PiBBs' curriculum is a series of didactic and discussion-based courses aimed toward developing the skills and language necessary to conduct cutting-edge interdisciplinary biological research. The curriculum includes:

  • a fall topics course (TiBBs) containing three scientific modules, each team-taught by two or three faculty from different departments
  • a spring seminar course (SiBBs), where students invite and host speakers for extended visits
  • a course in teaching interdisciplinary biology (CiT), where several graduate students under faculty supervision develop and teach an undergraduate interdisciplinary topics course in an area of their choice
  • ethics and professional skill tools courses
  • a series of two graduate courses in either biology (for non-biology PhDs) or an affiliated department (for biology PhDs). The latter requirement is intended to develop expertise and training outside of the main program.

Our curriculum allows students broad latitude in defining their individual area of biological interest, but at the same time provides oversight and guidance to ensure that they receive rigorous and thorough interdisciplinary training that includes learning the language and approaches used by various scientific disciplines. Moreover, students learn 'team science' by engaging in it.


Seminar in Integrative Biological and Biomedical Science exposes students to multiple possible role models. It is centered around seminar presentations and in-depth discussions with invited speakers, some from UNM, SFI and LANL, but most from other institutions. Students take a leadership role in nominating, hosting, and interacting with visiting scientists. Host Tools Packet (.doc or .pdf)

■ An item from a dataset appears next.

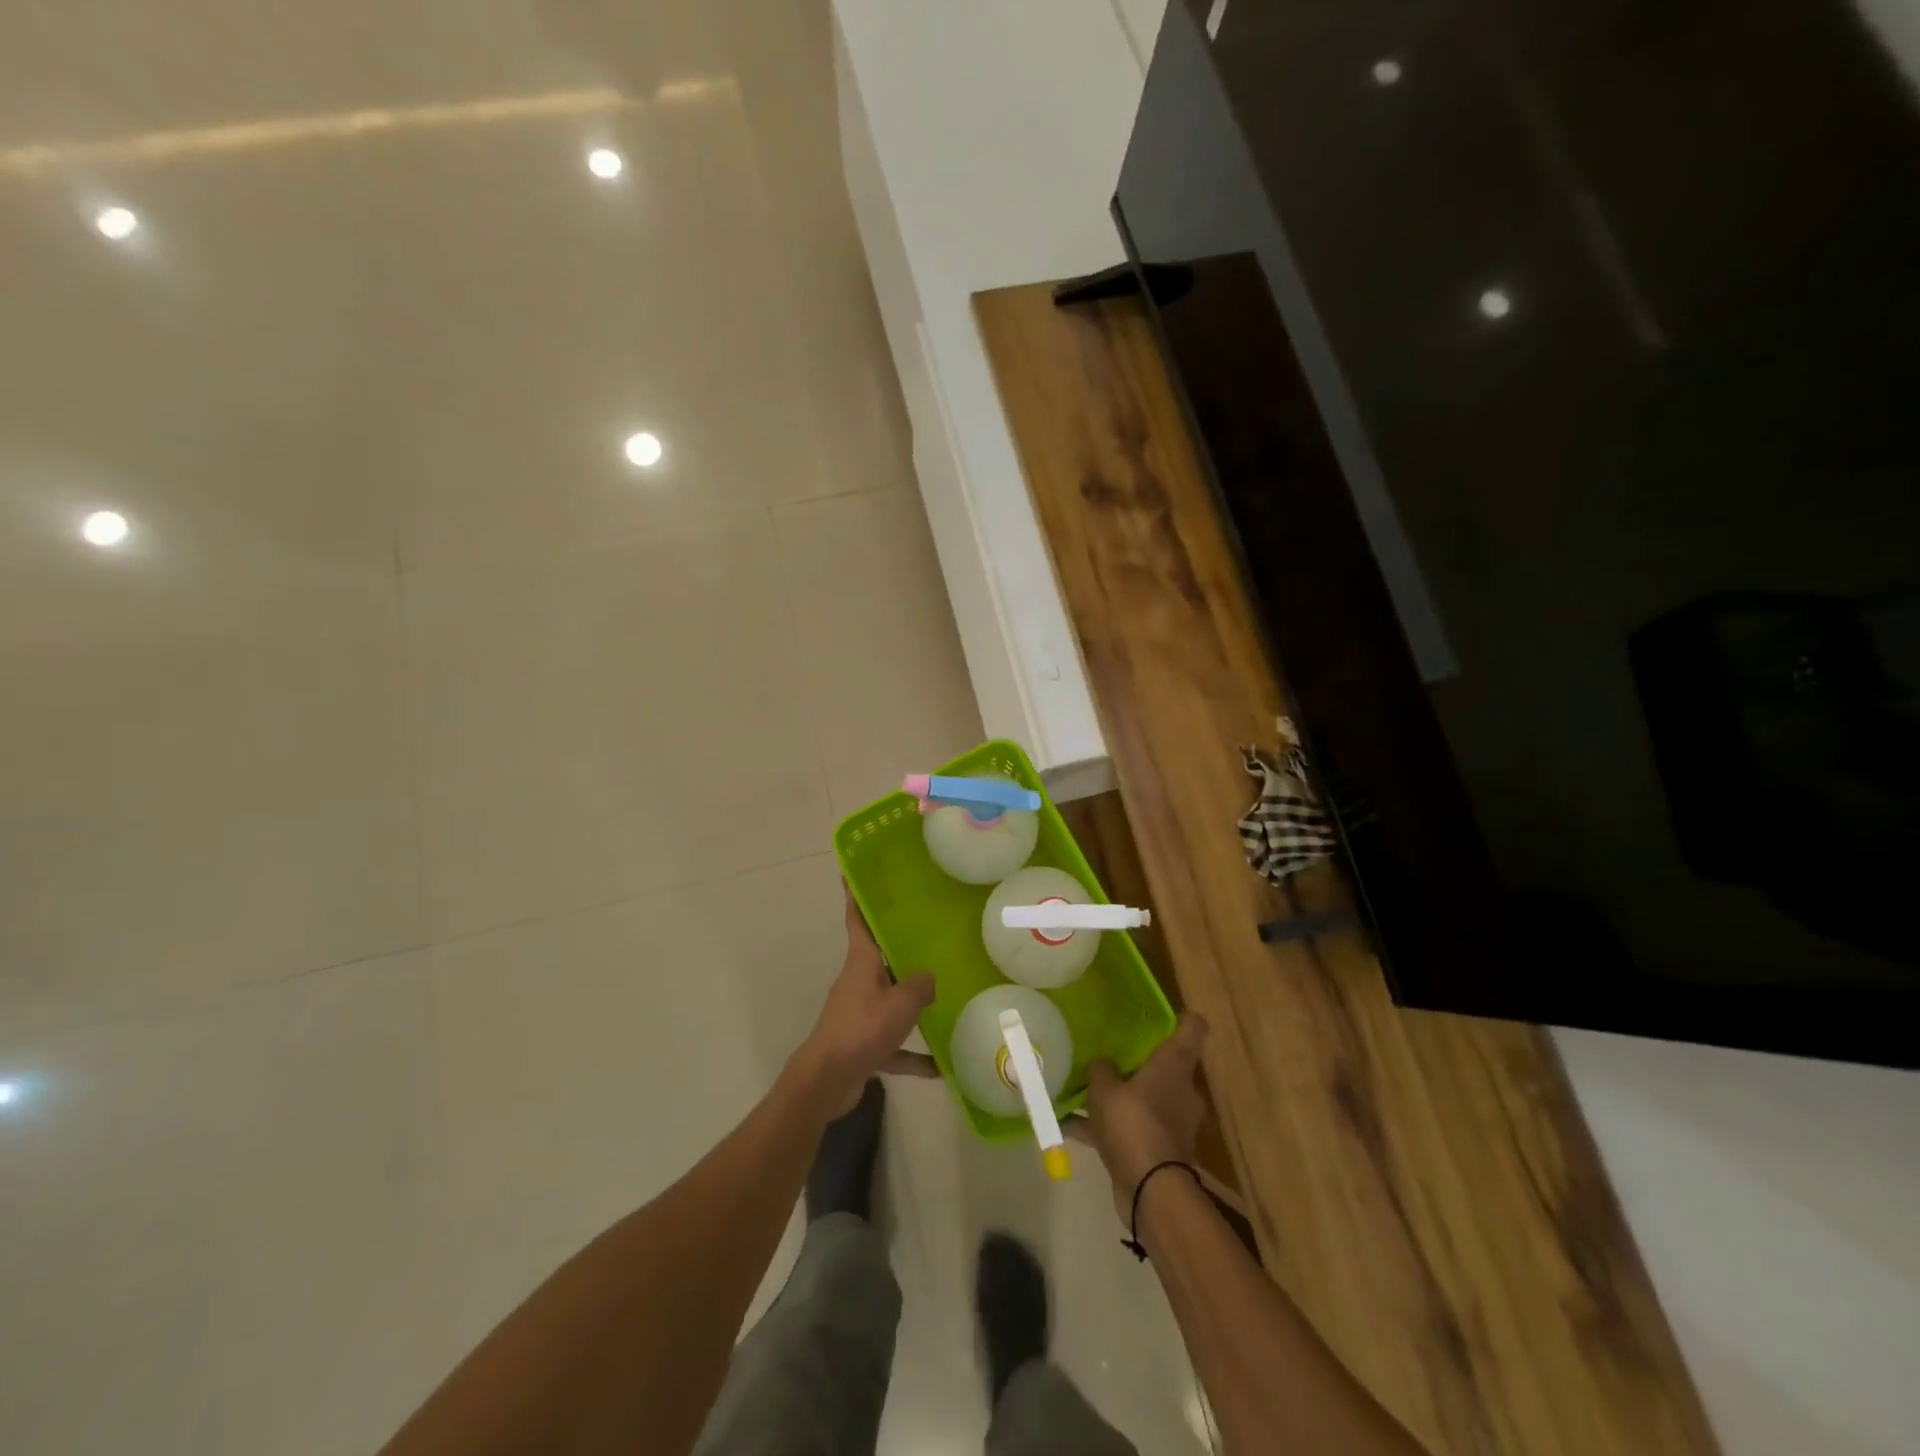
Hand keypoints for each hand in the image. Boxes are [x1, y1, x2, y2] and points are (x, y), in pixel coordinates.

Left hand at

Topics in Interdisciplinary Biological and Biomedical Science (TiBBs) is an integrated course that bridges scientific disciplines and demonstrates the utility and power of collaborative research. It consists of 4 Topics units, each topic taught by different combinations of faculty from different disciplines and/or departments. These units change annually as interest and research areas evolve.



Collaborative Interdisciplinary Teaching (CiT) is designed to provide advanced level Ph.D. students with a background in inquiry-based interdisciplinary biological science curriculum and pedagogy. The approach is a problem-based one: 2 or 3 advanced Ph.D. students from different departments propose, develop, and teach a 400-500 level course from the ground up. The students work closely under the supervision of faculty mentors to develop a syllabus, define the content and scope of the course, learn teaching methodologies and do actual instruction.


PiBBs fellows also take Responsible Conduct of Research training, which is an introduction to ethical issues surrounding research, and Survivorship 101, which is designed to prepare students for the next stages in their careers.